E così, due giorni dopo, Hercules partì per andare al Punto Omega. Guardò la sua macchina, che era stata minuziosamente controllata da alcuni soldati, così come il suo zaino e lui stesso. Prima di salire puntò lo sguardo su Lovino -sei sicuro di quello che stai facendo?
Quello annuì -vai.
Hercules annuì a sua volta, guardò male Sadiq e salì in macchina. Mise in moto e si avviò verso il posto, quelle fognature dove aveva lasciato Lovino qualche tempo prima.
Dopo un po' si mise a canticchiare una canzoncina. Ridacchiò, che idioti. Poi sospirò. Ah, Sadiq era così stupido. Cos'era questa fissa che avevano tutti per il loro orgoglio? Perché smaniavano tutti per essere degli eroi?
Forse questi pensieri vi sembrano senza senso; anzi, di sicuro è così. Vi chiedo solo un attimo di pazienza: tra un po' tutto vi sarà chiaro.
Per ora vi basti sapere che era arrivato a destinazione. Scese e divenne invisibile. Guardò il ragazzo, ora visibile ai suoi occhi, che lo studiava attentamente.
-ciao- salutò -Gilbert, giusto?
-già. Sali, sbrigati- salì sulla propria macchina e aspettò che lui facesse lo stesso, poi partì in quarta, lasciando indietro l'auto di Hercules.
-peccato- mormorò, guardandosi indietro -mi ci ero affezionato.
Gilbert non disse niente, ma accelerò. Hercules si prese qualche minuto per studiarlo, in silenzio. Gli piaceva capire chi avesse davanti.
-per chi sei preoccupato?- gli chiese di punto in bianco, distruggendo quell'ostinata assenza di suono.
Gilbert lo guardò di sbieco -che ne sai che sono preoccupato?
-è per tuo fratello?- domandò ancora, ignorandolo -sta bene?
-fisicamente sì- rispose -ma emotivamente...
-bene. Mi basta la parte fisica. Il resto non mi importa.
-ma... ma cosa... perché ti interessa?
-no spoiler- rispose, puntando lo sguardo fuori dal finestrino -non ci vedono?
-no, ma ci sentono- replicò piccato.
-chi ha scelto Romolo per andare alla capitale?
-me e altri due ragazzi.
-chi?
-Eliza e Berwald.
Per un po' ci fu ancora il silenzio. Poi Hercules finì di analizzare le sue parole.
-sei innamorato di questa Eliza- la sua non era una domanda. Gilbert sospirò, passandosi una mano tra i capelli bianchi. Abbozzò un sorriso, un po' triste -come l'hai capito?
-non sembri contento che lei venga con voi. Sei preoccupato per lei quanto per tuo fratello. Quindi o è tua parente, ma Lovino mi ha detto di no, o sei innamorato di lei.
-potremmo anche solo essere amici. Che ne sai che c'è di più?
-me l'hai appena confermato tu- rispose. Gilbert sbuffò una risata amara come un pugno allo stomaco.
-mi hai fregato. Disonore a te e alla tua mucca.
-non ho una mucca.
-era una...- sospirò -lascia perdere.
-quindi siete fidanzati?
Gilbert sbuffò -magari. Flirtiamo e basta. O almeno, io flirto, lei credo che mi prenda semplicemente in giro.
Hercules rimase in silenzio un altro po'.
-perché non l'hai detto a nessuno?
-che ne sai che non l'ho detto a nessuno?

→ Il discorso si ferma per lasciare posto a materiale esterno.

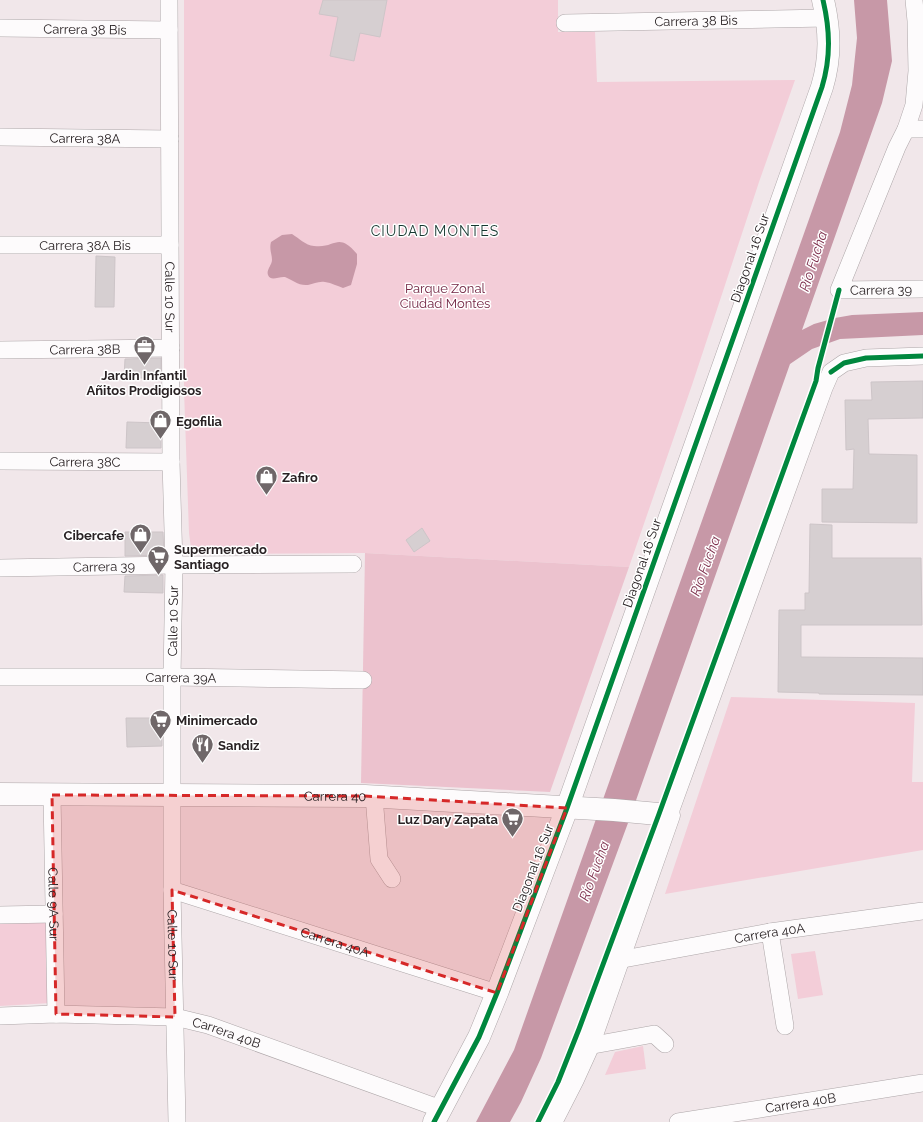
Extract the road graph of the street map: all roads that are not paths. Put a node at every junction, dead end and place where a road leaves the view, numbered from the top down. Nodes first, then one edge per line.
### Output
1 (169, 0) edge
2 (914, 0) edge
3 (825, 9) edge
4 (920, 20) edge
5 (565, 23) dead end
6 (0, 28) edge
7 (169, 30) junction
8 (923, 128) edge
9 (906, 129) junction
10 (0, 137) edge
11 (170, 139) junction
12 (0, 245) edge
13 (170, 245) junction
14 (923, 289) edge
15 (170, 348) junction
16 (0, 350) edge
17 (923, 356) edge
18 (0, 460) edge
19 (171, 462) junction
20 (353, 564) dead end
21 (174, 565) junction
22 (0, 568) edge
23 (0, 677) edge
24 (172, 677) junction
25 (363, 680) dead end
26 (0, 794) edge
27 (52, 794) junction
28 (173, 796) junction
29 (374, 796) junction
30 (576, 808) junction
31 (669, 815) junction
32 (392, 879) dead end
33 (172, 890) junction
34 (923, 911) edge
35 (54, 914) junction
36 (0, 915) edge
37 (770, 932) junction
38 (618, 960) junction
39 (497, 993) junction
40 (56, 1014) junction
41 (0, 1016) edge
42 (175, 1017) junction
43 (785, 1026) dead end
44 (665, 1044) dead end
45 (588, 1046) junction
46 (923, 1083) edge
47 (769, 1115) edge
48 (438, 1116) edge
49 (177, 1122) edge
50 (551, 1122) edge
51 (678, 1122) edge

1 - 7 street, Calle 10 Sur
2 - 4 street
3 - 5 street, Carrera 38 Bis
3 - 30 street, Diagonal 16 Sur
4 - 9 street
6 - 7 street, Carrera 38 Bis
7 - 11 street, Calle 10 Sur
8 - 9 street
9 - 14 street, Carrera 39
10 - 11 street, Carrera 38A
11 - 13 street, Calle 10 Sur
12 - 13 street, Carrera 38A Bis
13 - 15 street, Calle 10 Sur
15 - 16 street, Carrera 38B
15 - 19 street, Calle 10 Sur
17 - 31 street
18 - 19 street, Carrera 38C
19 - 21 street, Calle 10 Sur
20 - 21 street, Carrera 39
21 - 22 street, Carrera 39
21 - 24 street, Calle 10 Sur
23 - 24 street, Carrera 39A
24 - 25 street, Carrera 39A
24 - 28 street, Calle 10 Sur
26 - 27 street, Carrera 40
27 - 28 street, Carrera 40
27 - 35 street, Calle 9A Sur
28 - 29 street, Carrera 40
28 - 33 street, Calle 10 Sur
29 - 30 street, Carrera 40
29 - 32 street
30 - 31 street, Carrera 40
30 - 39 street, Diagonal 16 Sur
31 - 38 street
33 - 39 street, Carrera 40A
33 - 42 street, Calle 10 Sur
34 - 37 street, Carrera 40A
35 - 36 street
35 - 40 street, Calle 9A Sur
37 - 38 street, Carrera 40A
37 - 43 street
38 - 45 street
39 - 48 street, Diagonal 16 Sur
40 - 41 street, Carrera 40B
40 - 42 street, Carrera 40B
42 - 48 street, Carrera 40B
42 - 49 street, Calle 10 Sur
44 - 45 street
45 - 50 street
46 - 47 street, Carrera 40B
47 - 51 street, Carrera 40B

-da come ne parli. Sembra che tu stia confessando il tuo più grande segreto.
Gilbert sbuffò -è che...- sospirò, cercando di riordinare quello che provava in parole e segni di punteggiatura. Una virgola di qua, un verbo di là, ma ancora non riusciva a rendere l'idea -è la prima volta che mi sento così. Se ne parlassi con Fran e Tonio...- Hercules li conosceva solo di nome, ma non lo interruppe -diventerebbe strano. Andrebbe allo stesso livello delle storie che ho avuto prima, ma non... non è allo stesso livello. È... strano.
-mh- fu il suo commento. Ah, gli amori giovanili... -e lei ti ricambia?
-no.
Bom, così. Risposta secca, sicura, scientifica.

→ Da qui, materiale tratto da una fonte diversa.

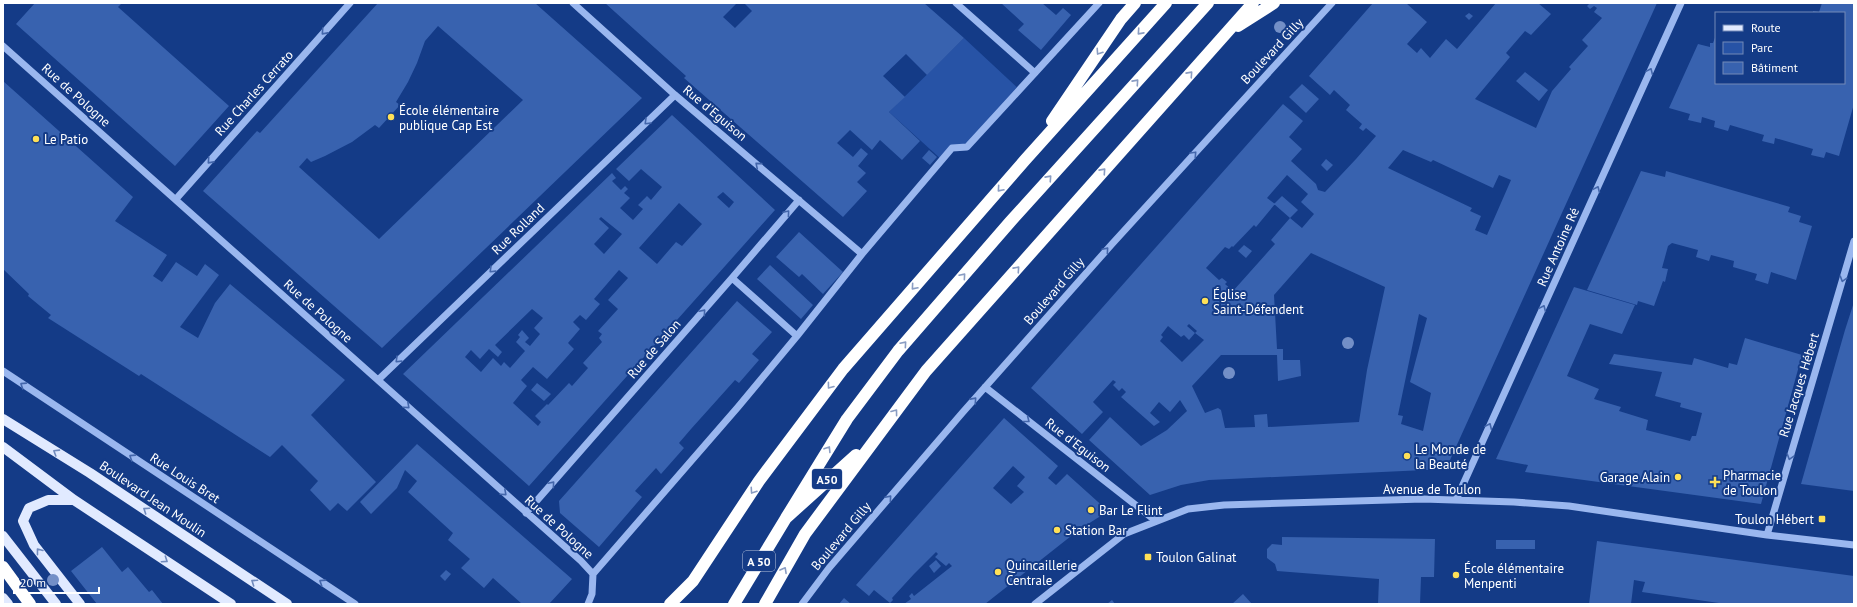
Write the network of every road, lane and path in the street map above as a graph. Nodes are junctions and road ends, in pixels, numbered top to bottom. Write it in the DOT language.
graph roads {
  1 [pos="350,3"];
  2 [pos="573,3"];
  3 [pos="956,3"];
  4 [pos="1099,3"];
  5 [pos="1135,3"];
  6 [pos="1166,3"];
  7 [pos="1208,3"];
  8 [pos="1253,3"];
  9 [pos="1274,3"];
  10 [pos="1332,3"];
  11 [pos="1681,3"];
  12 [pos="1226,34"];
  13 [pos="3,46"];
  14 [pos="1035,73"];
  15 [pos="675,95"];
  16 [pos="1025,160"];
  17 [pos="176,199"];
  18 [pos="799,200"];
  19 [pos="1854,241"];
  20 [pos="862,254"];
  21 [pos="732,278"];
  22 [pos="797,336"];
  23 [pos="3,371"];
  24 [pos="378,380"];
  25 [pos="985,387"];
  26 [pos="3,419"];
  27 [pos="871,443"];
  28 [pos="3,447"];
  29 [pos="74,500"];
  30 [pos="1456,500"];
  31 [pos="526,513"];
  32 [pos="786,518"];
  33 [pos="1156,521"];
  34 [pos="1767,535"];
  35 [pos="3,536"];
  36 [pos="1854,545"];
  37 [pos="3,567"];
  38 [pos="593,574"];
  39 [pos="693,581"];
  40 [pos="3,598"];
  41 [pos="8,604"];
  42 [pos="30,604"];
  43 [pos="56,604"];
  44 [pos="80,604"];
  45 [pos="231,604"];
  46 [pos="287,604"];
  47 [pos="355,604"];
  48 [pos="588,604"];
  49 [pos="670,604"];
  50 [pos="679,604"];
  51 [pos="734,604"];
  52 [pos="765,604"];
  53 [pos="802,604"];
  54 [pos="1035,604"];
  1 -- 17 [label="street, Rue Charles Cerrato, one-way"];
  2 -- 15 [label="street, Rue d'Eguison"];
  3 -- 14 [label="street"];
  4 -- 14 [label="street"];
  5 -- 16 [label="highway, one-way"];
  6 -- 16 [label="highway, one-way"];
  32 -- 7 [label="highway, one-way"];
  8 -- 12 [label="highway"];
  9 -- 12 [label="highway"];
  25 -- 10 [label="street, Boulevard Gilly, one-way"];
  30 -- 11 [label="street, Rue Antoine Ré, one-way"];
  27 -- 12 [label="highway, one-way"];
  13 -- 17 [label="street, Rue de Pologne"];
  14 -- 20 [label="street"];
  18 -- 15 [label="street, Rue d'Eguison, one-way"];
  15 -- 24 [label="street, Rue Rolland, one-way"];
  16 -- 39 [label="highway, one-way"];
  17 -- 24 [label="street, Rue de Pologne"];
  18 -- 20 [label="street, Rue d'Eguison"];
  21 -- 18 [label="street, Rue de Salon, one-way"];
  19 -- 34 [label="street, Rue Jacques Hébert, one-way"];
  20 -- 22 [label="street"];
  21 -- 22 [label="street"];
  31 -- 21 [label="street, Rue de Salon, one-way"];
  22 -- 38 [label="street"];
  47 -- 23 [label="street, Rue Louis Bret, one-way"];
  24 -- 31 [label="street, Rue de Pologne, one-way"];
  25 -- 33 [label="street, Rue d'Eguison, one-way"];
  53 -- 25 [label="street, Boulevard Gilly, one-way"];
  46 -- 26 [label="main road, Boulevard Jean Moulin, one-way"];
  27 -- 32 [label="highway, A50"];
  52 -- 27 [label="highway, one-way"];
  28 -- 29 [label="main road"];
  44 -- 29 [label="main road, one-way"];
  29 -- 45 [label="main road, one-way"];
  30 -- 33 [label="street, Avenue de Toulon"];
  30 -- 34 [label="street, Avenue de Toulon"];
  31 -- 38 [label="street, Rue de Pologne"];
  32 -- 51 [label="highway, A 50"];
  33 -- 54 [label="street, Avenue de Toulon"];
  34 -- 36 [label="street, Avenue de Toulon"];
  35 -- 43 [label="main road"];
  37 -- 42 [label="highway"];
  38 -- 48 [label="street, Rue de Pologne"];
  39 -- 49 [label="highway"];
  39 -- 50 [label="highway"];
  40 -- 41 [label="main road"];
}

-non ne sarei così sicuro. I sentimenti non sono un problema di matematica. Non c'è una risposta giusta o sbagliata.
-se mi odia mi odia, non è che ci siano sfumature o alternative.
-sei passato dal dire che non ti ama al dire che ti odia.
-se mi odia non mi ama.
-la distinzione non è sempre così netta. Secondo me ti stai demoralizzando e basta. Pensare positivo fa bene ogni tanto.
-certo. Così quando vieni deluso soffri due volte.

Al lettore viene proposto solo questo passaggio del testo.